Saturday, November 26, 2005

Iran militia makes show of force over atomic work

Reuters:
Thousands of members of Iran's volunteer militia, the basij, paraded and formed human chains in Iranian cities on Saturday as a show of force against international pressure on Tehran's atomic programme.

The basij volunteers became national heroes during the 1980-1988 war of attrition against Iraq. More recently, they have been employed to put down student demonstrations and crack down on women who flout strict dress codes.


In Tehran, some 3,000 basij, clutching automatic rifles and wearing chequered headscarves, paraded before President Mahmoud Ahmadinejad and chanted "God is the Greatest".

Ahmadinejad told them their militia spirit would help thwart foreign powers in an international dispute over Iran's atomic ambitions.

"Of course the (foreign powers) get angry when they see the power and spirit of the militia now governs our international policy, diplomatic relations and negotiations," the president said. "In reply to their anger say: Go ahead, be angry but Die in your anger."

The United States has accused Iran of using its nuclear programme as a front for attempting to make nuclear weapons. Tehran denies the accusation.

Iran is facing increasingly widespread international pressure to let its most sensitive nuclear fuel work be conducted in Russia.

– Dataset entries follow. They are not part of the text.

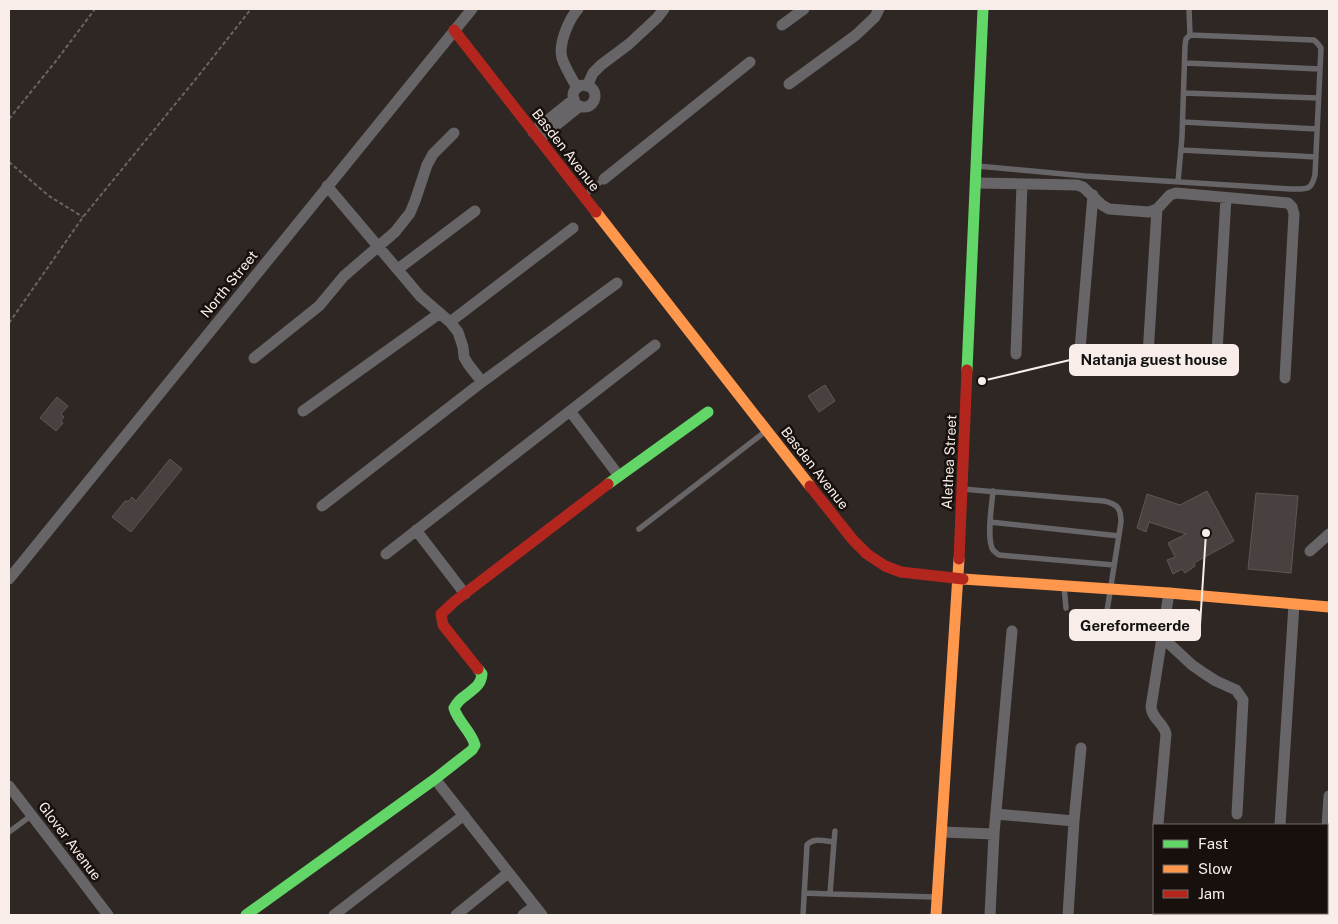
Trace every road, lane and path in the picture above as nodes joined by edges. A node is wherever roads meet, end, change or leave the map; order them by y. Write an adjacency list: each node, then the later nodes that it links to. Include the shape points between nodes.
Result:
1 (95, 9): 20 (path)
2 (252, 9): 39 (path)
3 (472, 9): 11 (street, North Street)
4 (578, 9): 18 (street, via 568,25 561,50)
5 (664, 9): 18 (street, via 629,44 593,73)
6 (804, 9): 10 (street)
7 (879, 9): 16 (street, via 856,35)
8 (983, 9): 28 (street, Alethea Street)
9 (1189, 9): 12 (lane)
10 (782, 25)
11 (454, 30): 24 (street, Basden Avenue); 33 (street, North Street)
12 (1190, 34): 14 (lane, via 1186,39); 15 (lane, via 1314,40 1321,48)
13 (750, 62): 29 (street)
14 (1185, 63): 15 (lane); 17 (lane)
15 (1320, 69): 19 (lane)
16 (789, 84)
17 (1184, 93): 19 (lane); 21 (lane)
18 (579, 95): 24 (street)
19 (1318, 98): 22 (lane)
20 (9, 118)
21 (1182, 122): 22 (lane); 25 (lane)
22 (1317, 130): 26 (lane)
23 (454, 133): 41 (street, via 433,154 410,213)
24 (536, 136): 34 (street, Basden Avenue)
25 (1181, 150): 26 (lane); 30 (lane)
26 (1316, 157): 30 (lane, via 1313,184 1303,189)
27 (9, 162): 39 (path, via 49,196)
28 (977, 166): 30 (lane); 31 (street, Alethea Street)
29 (604, 179): 34 (lane)
30 (1178, 182)
31 (976, 183): 32 (street); 60 (street, Alethea Street)
32 (1022, 184): 35 (street, via 1077,185); 48 (street)
33 (327, 186): 41 (street); 71 (street, North Street)
34 (583, 196): 58 (street, Basden Avenue)
35 (1093, 196): 37 (street, via 1109,209 1149,212); 51 (street)
36 (1226, 198): 37 (street, via 1172,194); 52 (street); 53 (street, via 1288,203 1294,212)
37 (1157, 209): 49 (street)
38 (475, 212): 42 (street)
39 (83, 217): 46 (path)
40 (573, 228): 45 (street)
41 (378, 246): 42 (street); 50 (street, via 344,276 319,306)
42 (398, 269): 44 (street, via 420,296)
43 (617, 283): 54 (street)
44 (440, 312): 45 (street); 55 (street)
45 (450, 322): 54 (street, via 458,332 464,357)
46 (9, 323)
47 (655, 345): 56 (street)
48 (1016, 354)
49 (1148, 355)
50 (254, 358)
51 (1079, 361)
52 (1216, 369)
53 (1285, 378)
54 (482, 382): 62 (street)
55 (303, 411)
56 (570, 411): 59 (street); 65 (street)
57 (708, 412): 59 (street)
58 (766, 430): 64 (lane); 72 (street, Basden Avenue, via 867,554 901,572)
59 (619, 476): 76 (street)
60 (962, 489): 61 (lane); 72 (street, Alethea Street)
61 (993, 491): 63 (lane); 67 (lane, via 1111,502 1121,514)
62 (322, 506)
63 (990, 522): 67 (lane); 70 (lane, via 990,543 999,555)
64 (639, 529)
65 (416, 530): 69 (street); 76 (street)
66 (1329, 534): 68 (street)
67 (1119, 536): 70 (lane)
68 (1310, 552)
69 (386, 554)
70 (1114, 564): 74 (lane)
71 (11, 571)
72 (958, 579): 73 (street, Basden Avenue); 97 (street, Alethea Street)
73 (1064, 586): 74 (street, Basden Avenue); 79 (lane)
74 (1110, 590): 75 (street, Basden Avenue); 80 (lane)
75 (1170, 593): 77 (street, Basden Avenue); 82 (street)
76 (464, 594): 84 (street, via 441,614 441,619 482,674 479,685 460,699 454,708 455,715 472,735 475,745)
77 (1294, 604): 78 (street, Basden Avenue); 93 (street)
78 (1329, 607)
79 (1066, 608)
80 (1107, 611)
81 (1012, 631): 87 (street)
82 (1163, 638): 88 (street, via 1199,669 1236,690 1243,700); 92 (street, via 1151,707 1166,734)
83 (1081, 748): 91 (street)
84 (435, 779): 90 (street); 106 (street)
85 (9, 786): 89 (street, Glover Avenue)
86 (1329, 796): 94 (street)
87 (996, 814): 91 (street); 98 (street)
88 (1237, 814)
89 (32, 815): 96 (lane); 105 (street, Glover Avenue)
90 (464, 815): 100 (street); 107 (street)
91 (1074, 821): 113 (street)
92 (1158, 824)
93 (1280, 824)
94 (1327, 824)
95 (835, 831): 99 (lane)
96 (9, 832)
97 (942, 832): 98 (street); 103 (street, Alethea Street)
98 (994, 834): 112 (street)
99 (834, 842): 101 (lane, via 813,840 807,845); 102 (lane)
100 (508, 873): 104 (street); 108 (street)
101 (804, 893): 102 (lane); 110 (lane)
102 (830, 894): 103 (lane)
103 (937, 897): 111 (street, Alethea Street)
104 (539, 911): 109 (street)
105 (101, 913)
106 (246, 915)
107 (334, 915)
108 (456, 915)
109 (524, 915)
110 (803, 915)
111 (936, 915)
112 (990, 915)
113 (1068, 915)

Ahmadinejad has been reorganising the country's leading political and financial institutions, replacing key managers with those sympathetic to the conservative ideology of the basij and the Revolutionary Guard.


State media said nine million basij had gathered across the country but it was impossible to confirm such figures.

State television showed human chains and small crowds, mostly numbering several hundred people, in the cities of Tabriz, Zanjan and Bushehr. READ MORE

Several dozen women in the all-enveloping black chador garment formed a widely spaced human chain in the surf on Iran's Gulf coast at the Straits of Hormuz.